------ PROVIDED RECORDS ------

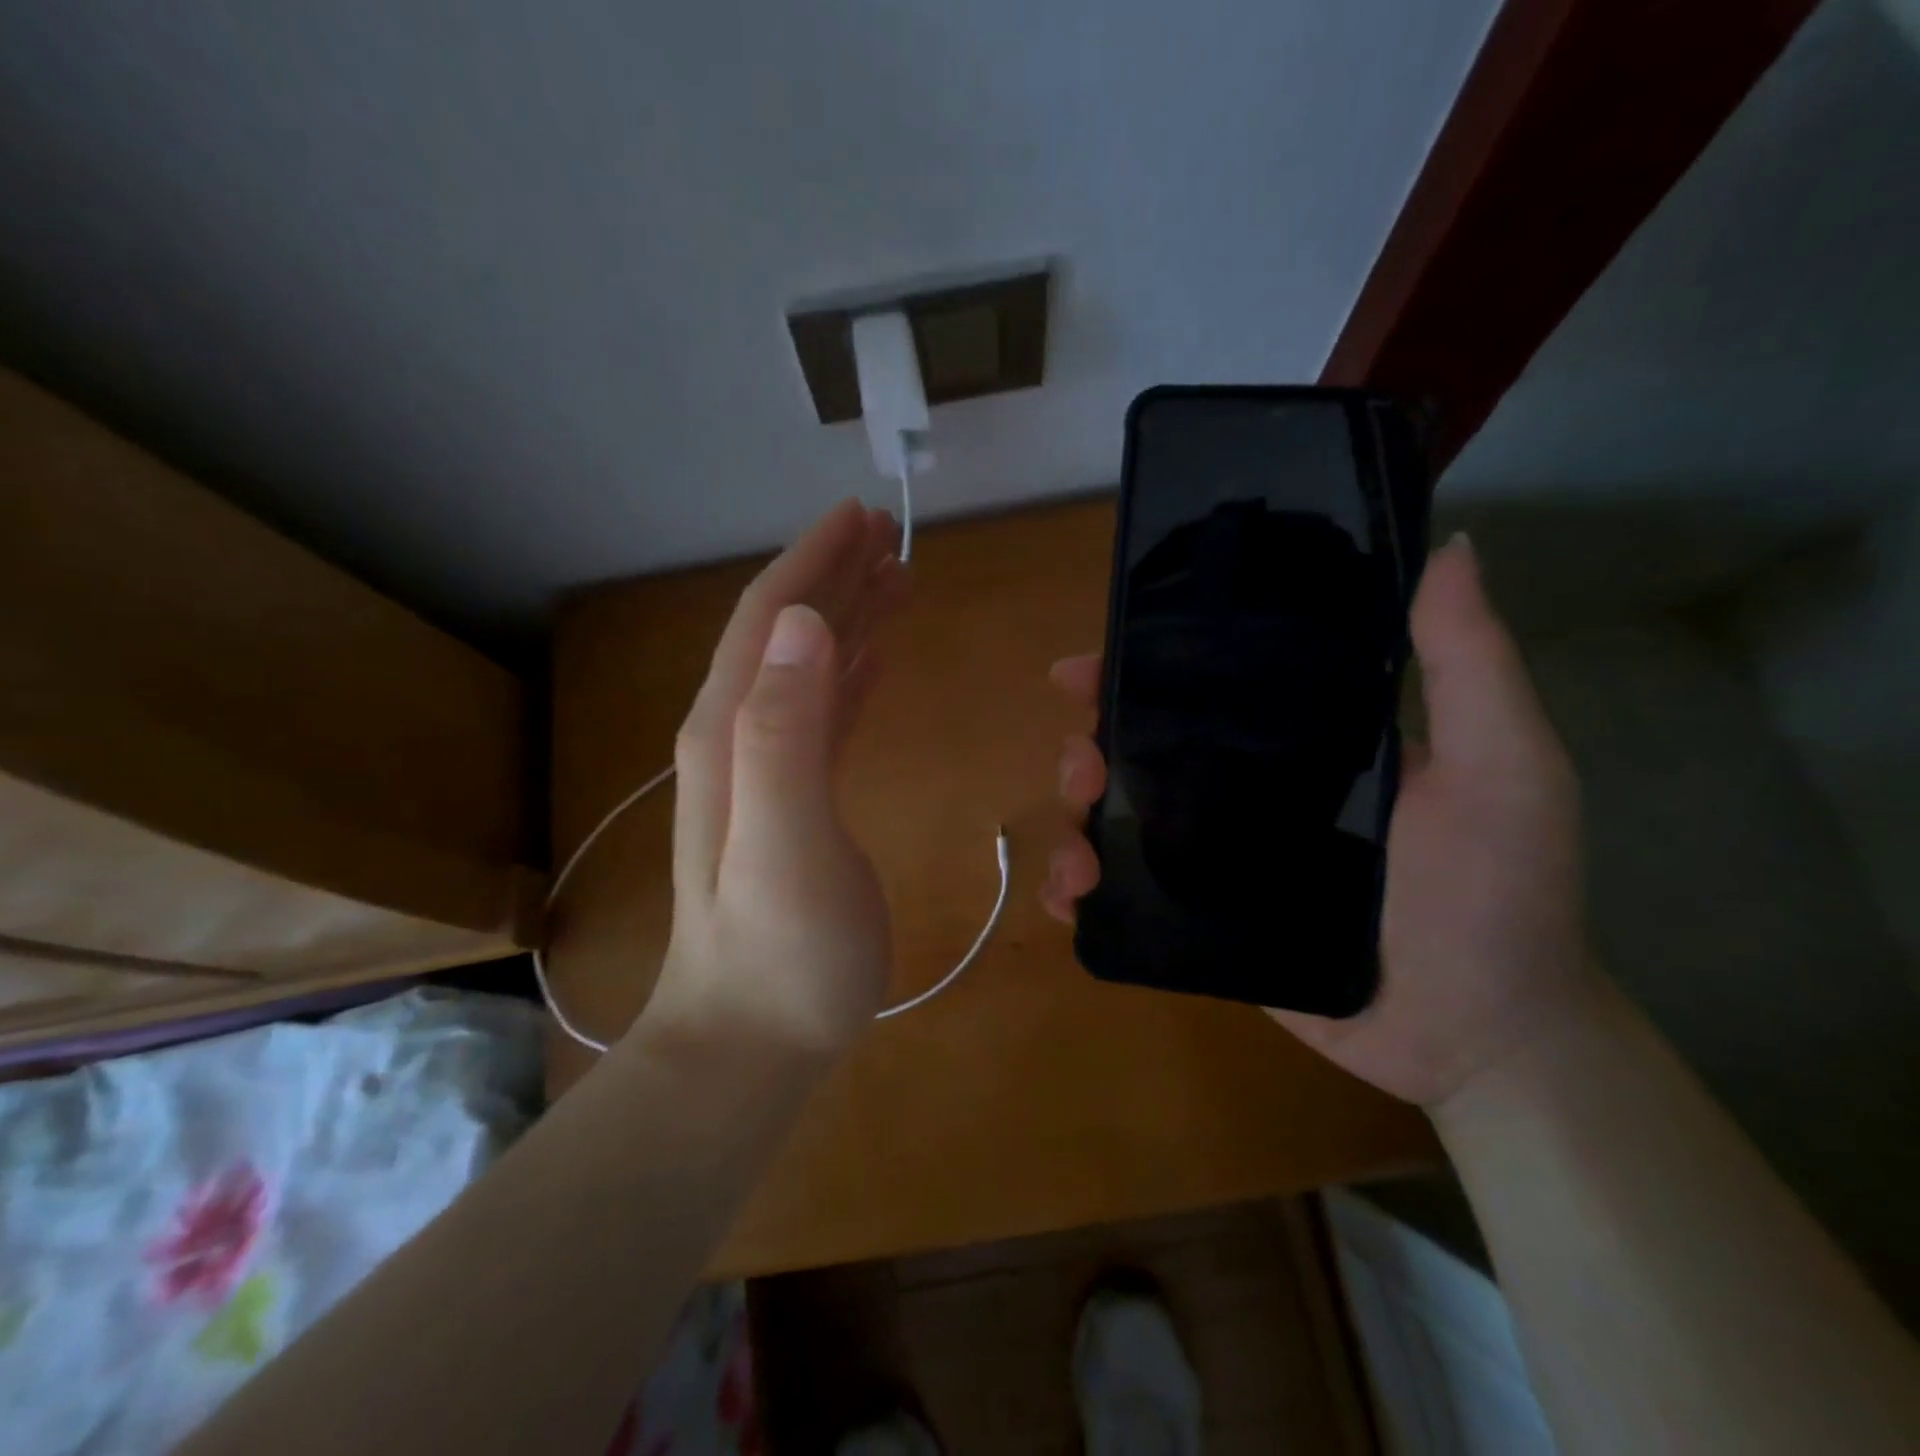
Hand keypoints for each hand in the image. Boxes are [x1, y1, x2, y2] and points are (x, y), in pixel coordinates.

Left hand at [642, 500, 909, 1061]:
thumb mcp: (784, 841)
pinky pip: (826, 714)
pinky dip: (852, 673)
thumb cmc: (780, 952)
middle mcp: (743, 737)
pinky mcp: (798, 801)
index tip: (862, 514)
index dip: (812, 560)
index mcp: (735, 732)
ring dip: (848, 616)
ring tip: (897, 578)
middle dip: (835, 574)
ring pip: (810, 666)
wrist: (750, 1040)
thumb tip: (803, 622)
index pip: (770, 619)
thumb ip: (785, 730)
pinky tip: (876, 658)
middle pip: (788, 632)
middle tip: (890, 534)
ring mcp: (768, 771)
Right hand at [1044, 535, 1596, 1109]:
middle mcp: (1245, 790)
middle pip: (1140, 753)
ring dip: (1074, 824)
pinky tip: (1071, 898)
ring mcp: (1216, 858)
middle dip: (1089, 751)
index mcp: (1297, 741)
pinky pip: (1126, 896)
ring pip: (1119, 822)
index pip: (1202, 689)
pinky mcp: (1202, 920)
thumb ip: (1469, 665)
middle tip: (1082, 768)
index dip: (1137, 670)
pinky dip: (1081, 891)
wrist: (1480, 1034)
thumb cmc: (1498, 895)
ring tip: (1077, 851)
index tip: (1083, 669)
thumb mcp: (1502, 766)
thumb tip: (1448, 546)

------

TRY IT:
Your copy should match the records word for word, with the pictures removed.

EXERCISE RESULT:
Hand keypoints for each hand in the image. Boxes are [x1, y1, x2, y2] and points are (x, y), in pixel coordinates.

Left hand at [642, 500, 909, 1061]:
thumb mcp: (784, 841)
pinky pip: (826, 714)
pinky dip: (852, 673)
thumb cmc: (780, 952)
middle mcp: (743, 737)
pinky mcp: (798, 801)
index tip: (862, 514)
index dip: (812, 560)
index mcp: (735, 732)
ring dip: (848, 616)
ring tip: (897, 578)
middle dip: (835, 574)
ring pip: (810, 666)
wrist: (750, 1040)
thumb tip: (803, 622)
index pip: (770, 619)
thumb ip: (785, 730)
pinky tip: (876, 658)
middle pip: (788, 632)
middle tip: (890, 534)
ring mcp: (768, 771)
Right hand at [1044, 535, 1596, 1109]:
middle mcp: (1245, 790)
middle pip: (1140, 753)
ring dip: (1074, 824)
pinky tip: (1071, 898)
ring mcp: (1216, 858)
middle dip: (1089, 751)
index mcp: (1297, 741)
pinky pip: (1126, 896)
ring pip: (1119, 822)
index pip: (1202, 689)
pinky mcp: (1202, 920)
thumb ip: (1469, 665)
middle tip: (1082, 768)
index dip: (1137, 670)
pinky dip: (1081, 891)
wrist: (1480, 1034)
thumb cmc: (1498, 895)
ring tip: (1077, 851)
index tip: (1083, 669)
thumb mcp: (1502, 766)
thumb tip: (1448, 546)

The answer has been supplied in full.